The Big East preseason player of the year wasn’t available to run the show for No. 7 Creighton on Saturday, but the Jays did not deviate from their collaborative and balanced approach during a blowout win over St. John’s.
Junior point guard Marcus Zegarowski, out with a hamstring injury, wore sweats instead of a uniform.
Yet CU’s skilled group of playmakers still combined to clinically slice up the Johnnies’ defense, using crisp ball movement, good spacing and clever cuts to build a double-digit lead and clinch a 97-79 victory.
The Jays (10-2, 6-1) had six players finish in double figures, and one more with nine points. Eight Creighton players recorded two or more assists. CU made 16 3-pointers, guided in 11 layups and rattled the rim with six dunks — shooting 54.4% from the floor and eclipsing the 90-point mark for the fifth time this season.
“I just thought the ball movement was terrific,” coach Greg McDermott said. “That’s how our offense is designed. That’s what our culture’s about.”
There have been games this season when everything hasn't been clicking. When the shots weren't falling consistently.
But the formula’s never changed.
Everyone’s a threat. Nothing’s forced. Each possession seems to contain a perfect blend of improv and artistry until a high-percentage shot is created — it’s like a group of seasoned comedy actors reacting together as they work their way to the hilarious punchline.

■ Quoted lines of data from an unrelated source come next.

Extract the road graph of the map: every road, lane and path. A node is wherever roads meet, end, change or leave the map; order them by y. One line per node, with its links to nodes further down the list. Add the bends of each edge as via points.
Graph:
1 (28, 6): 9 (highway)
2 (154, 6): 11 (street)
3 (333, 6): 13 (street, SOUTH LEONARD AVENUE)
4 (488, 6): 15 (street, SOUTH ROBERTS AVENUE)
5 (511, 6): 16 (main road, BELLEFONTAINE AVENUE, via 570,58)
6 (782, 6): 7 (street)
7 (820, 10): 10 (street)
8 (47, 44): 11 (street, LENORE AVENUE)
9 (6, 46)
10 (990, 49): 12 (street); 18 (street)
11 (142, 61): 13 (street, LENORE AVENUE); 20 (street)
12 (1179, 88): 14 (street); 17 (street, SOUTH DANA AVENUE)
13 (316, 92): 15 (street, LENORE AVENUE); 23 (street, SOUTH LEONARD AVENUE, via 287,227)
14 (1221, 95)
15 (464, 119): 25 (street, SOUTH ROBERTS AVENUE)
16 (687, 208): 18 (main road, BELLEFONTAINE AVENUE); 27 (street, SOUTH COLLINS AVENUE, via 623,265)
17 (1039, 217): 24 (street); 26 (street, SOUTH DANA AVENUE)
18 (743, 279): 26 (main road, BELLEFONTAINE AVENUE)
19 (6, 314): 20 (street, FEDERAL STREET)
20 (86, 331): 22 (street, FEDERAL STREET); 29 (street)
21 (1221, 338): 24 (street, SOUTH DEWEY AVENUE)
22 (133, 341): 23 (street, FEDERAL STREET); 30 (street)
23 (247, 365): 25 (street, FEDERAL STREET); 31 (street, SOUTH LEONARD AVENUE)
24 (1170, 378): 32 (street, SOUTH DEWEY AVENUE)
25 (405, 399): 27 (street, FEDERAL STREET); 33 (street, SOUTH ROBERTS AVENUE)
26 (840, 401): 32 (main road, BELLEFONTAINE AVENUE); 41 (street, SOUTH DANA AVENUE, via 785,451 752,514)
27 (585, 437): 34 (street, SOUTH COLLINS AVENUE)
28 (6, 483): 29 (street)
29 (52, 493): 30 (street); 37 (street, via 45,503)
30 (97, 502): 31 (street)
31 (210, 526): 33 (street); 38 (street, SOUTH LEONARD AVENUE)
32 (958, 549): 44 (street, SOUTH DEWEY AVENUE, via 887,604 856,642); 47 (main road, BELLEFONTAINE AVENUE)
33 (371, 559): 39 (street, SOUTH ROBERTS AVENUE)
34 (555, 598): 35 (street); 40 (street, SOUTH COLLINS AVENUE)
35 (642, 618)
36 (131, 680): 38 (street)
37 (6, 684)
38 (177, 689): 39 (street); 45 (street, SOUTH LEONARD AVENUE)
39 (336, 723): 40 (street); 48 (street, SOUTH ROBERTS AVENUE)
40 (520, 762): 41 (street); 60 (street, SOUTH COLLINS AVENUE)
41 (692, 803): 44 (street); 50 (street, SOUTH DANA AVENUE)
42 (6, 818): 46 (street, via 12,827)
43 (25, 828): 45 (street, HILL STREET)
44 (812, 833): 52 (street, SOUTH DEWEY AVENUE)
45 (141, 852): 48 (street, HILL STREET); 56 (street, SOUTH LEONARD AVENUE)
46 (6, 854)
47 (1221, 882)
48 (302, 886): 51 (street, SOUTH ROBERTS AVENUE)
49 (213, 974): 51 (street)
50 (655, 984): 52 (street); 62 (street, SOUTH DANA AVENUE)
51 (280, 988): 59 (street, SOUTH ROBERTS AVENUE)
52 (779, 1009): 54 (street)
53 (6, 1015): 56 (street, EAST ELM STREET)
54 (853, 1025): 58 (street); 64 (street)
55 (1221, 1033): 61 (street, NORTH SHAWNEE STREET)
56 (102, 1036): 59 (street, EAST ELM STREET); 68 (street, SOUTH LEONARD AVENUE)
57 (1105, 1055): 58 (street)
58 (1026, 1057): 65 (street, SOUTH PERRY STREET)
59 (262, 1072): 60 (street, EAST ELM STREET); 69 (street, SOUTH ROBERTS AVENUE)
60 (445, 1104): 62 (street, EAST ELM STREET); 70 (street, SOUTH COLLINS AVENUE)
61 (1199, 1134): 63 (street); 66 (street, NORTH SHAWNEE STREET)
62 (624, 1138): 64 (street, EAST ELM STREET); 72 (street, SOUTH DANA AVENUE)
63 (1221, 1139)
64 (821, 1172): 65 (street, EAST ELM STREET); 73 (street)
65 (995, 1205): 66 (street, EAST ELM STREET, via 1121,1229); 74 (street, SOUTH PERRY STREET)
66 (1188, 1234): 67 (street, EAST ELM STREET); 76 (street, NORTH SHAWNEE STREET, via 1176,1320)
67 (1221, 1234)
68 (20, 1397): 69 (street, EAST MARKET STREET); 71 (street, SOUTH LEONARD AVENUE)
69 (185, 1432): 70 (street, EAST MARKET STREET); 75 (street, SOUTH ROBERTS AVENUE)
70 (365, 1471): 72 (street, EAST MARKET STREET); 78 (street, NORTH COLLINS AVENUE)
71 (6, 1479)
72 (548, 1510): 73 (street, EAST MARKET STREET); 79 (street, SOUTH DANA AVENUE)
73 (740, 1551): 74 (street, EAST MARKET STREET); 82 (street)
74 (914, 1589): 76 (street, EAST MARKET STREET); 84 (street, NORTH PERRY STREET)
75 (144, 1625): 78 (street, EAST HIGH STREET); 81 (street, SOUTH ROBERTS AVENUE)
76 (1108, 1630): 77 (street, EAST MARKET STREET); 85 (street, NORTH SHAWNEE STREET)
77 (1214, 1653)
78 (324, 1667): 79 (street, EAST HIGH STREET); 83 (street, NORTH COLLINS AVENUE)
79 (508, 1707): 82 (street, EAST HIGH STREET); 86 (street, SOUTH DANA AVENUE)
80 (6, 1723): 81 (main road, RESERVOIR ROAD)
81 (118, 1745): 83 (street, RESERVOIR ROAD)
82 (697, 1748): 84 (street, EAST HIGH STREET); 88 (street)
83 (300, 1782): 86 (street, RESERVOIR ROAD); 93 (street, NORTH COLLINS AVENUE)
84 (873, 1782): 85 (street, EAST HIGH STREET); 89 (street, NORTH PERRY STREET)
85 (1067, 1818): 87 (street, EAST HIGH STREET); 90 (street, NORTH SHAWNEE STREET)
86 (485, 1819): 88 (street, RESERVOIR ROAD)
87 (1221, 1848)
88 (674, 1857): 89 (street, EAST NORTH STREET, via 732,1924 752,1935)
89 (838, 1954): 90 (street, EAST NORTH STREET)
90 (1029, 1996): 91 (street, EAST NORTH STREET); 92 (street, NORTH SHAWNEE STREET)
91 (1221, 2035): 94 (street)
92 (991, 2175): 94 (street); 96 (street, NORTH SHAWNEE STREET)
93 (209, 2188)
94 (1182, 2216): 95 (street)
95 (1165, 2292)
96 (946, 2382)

And the Jays, who won their sixth-straight game, were all smiles Saturday.
Especially during one brilliant stretch of play in the first half.
Senior Mitch Ballock’s 28-footer broke a 15-15 tie at the 14-minute mark. He delivered a perfect bounce pass on the break for a Damien Jefferson layup. Ballock hit another 3-pointer a couple possessions later, too. Senior transfer Alex O’Connell, who finished with 16 points, knocked down three triples during CU’s decisive surge.

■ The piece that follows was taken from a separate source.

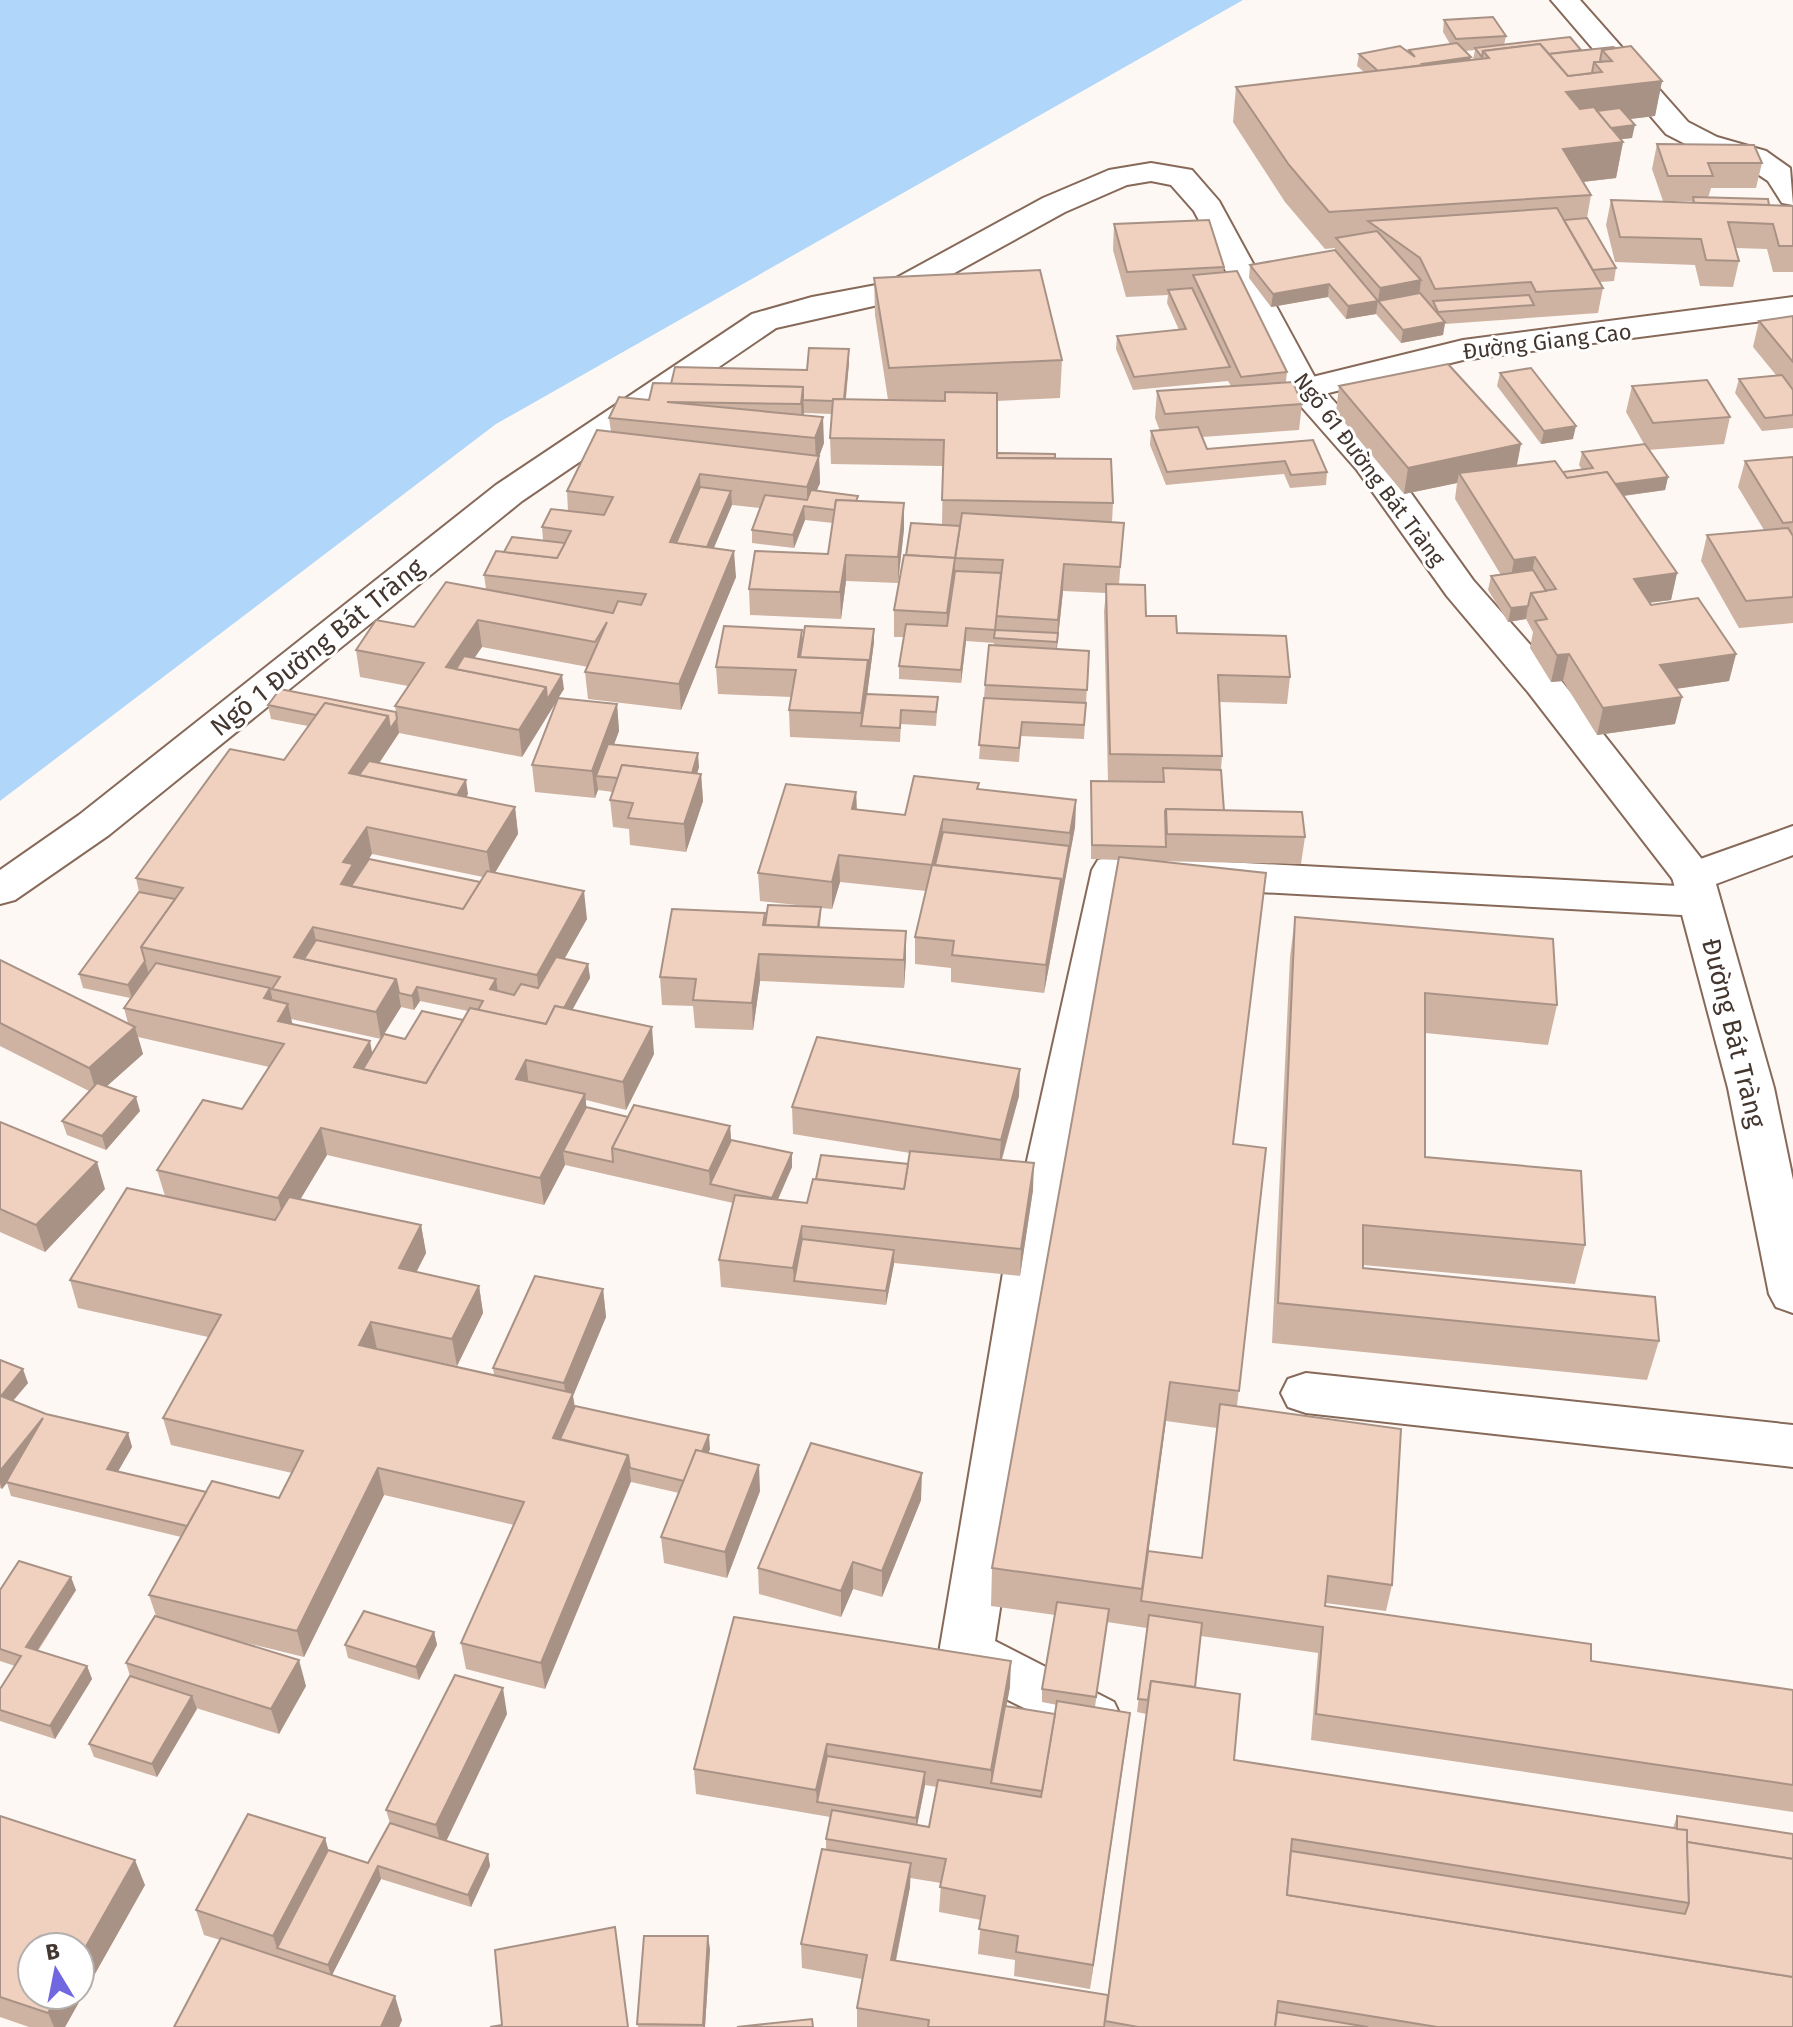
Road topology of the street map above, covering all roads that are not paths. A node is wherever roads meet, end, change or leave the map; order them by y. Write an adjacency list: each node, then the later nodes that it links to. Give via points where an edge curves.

By the time sophomore Shereef Mitchell had secured a steal and raced down for a fast-break layup, the Jays held a 40-25 advantage with 7:38 left before the break. They’d scored 25 points during a 13-possession span.
“(That run) maybe was some of the most unselfish, best offensive basketball that I’ve seen in a long time,” McDermott said. “That’s encouraging to see, especially with Marcus out. Shereef going into the lineup, it’s like we didn’t miss a beat.”
Mitchell said he didn’t know he’d be starting for the third time in his career until McDermott told him Saturday morning.
The Omaha Burke product wanted simply to play his game. Don’t overthink it. Mitchell said his teammates, especially Zegarowski, offered helpful words of encouragement in the moments leading up to tipoff.
Then Mitchell buried a wide open 3-pointer on the game’s first possession. He finished with 10 points and three assists.
It was an exhibition of the areas where Mitchell improved during a productive offseason. He’s a better shooter (5 of 12 from 3-point range this year) and he’s progressed as a set-up man (21 assists, eight turnovers).
“It’s just me being comfortable out there, finding the right shots, the open shots,” Mitchell said. “Even creating for my teammates. That’s something I want to do, and see my guys score.”
Whether he’s in the starting lineup again remains to be seen.
Mitchell did roll an ankle at the end of the game but he said he’ll be fine. And McDermott said Zegarowski will benefit from a few extra days off this week — the Jays don’t play again until Saturday at Butler.
Whatever role is needed, Mitchell said he’ll be ready to adjust. As will the rest of the team. That was evident against St. John’s (6-6, 1-5).
The Jays had Ballock running the point at times Saturday. They utilized lineups they hadn’t worked on in practice, McDermott said. Sophomore Jett Canfield earned meaningful playing time (a season-high nine minutes) for the first time this season.
And when the Red Storm tried to inch its way back into the game — trimming a 22-point deficit to 87-76 with four minutes left — CU put the ball in the hands of senior Denzel Mahoney, whose back-to-back jump shots closed out the win.
“Sometimes guys get hurt and somebody’s got to be ready to step up,” McDermott said.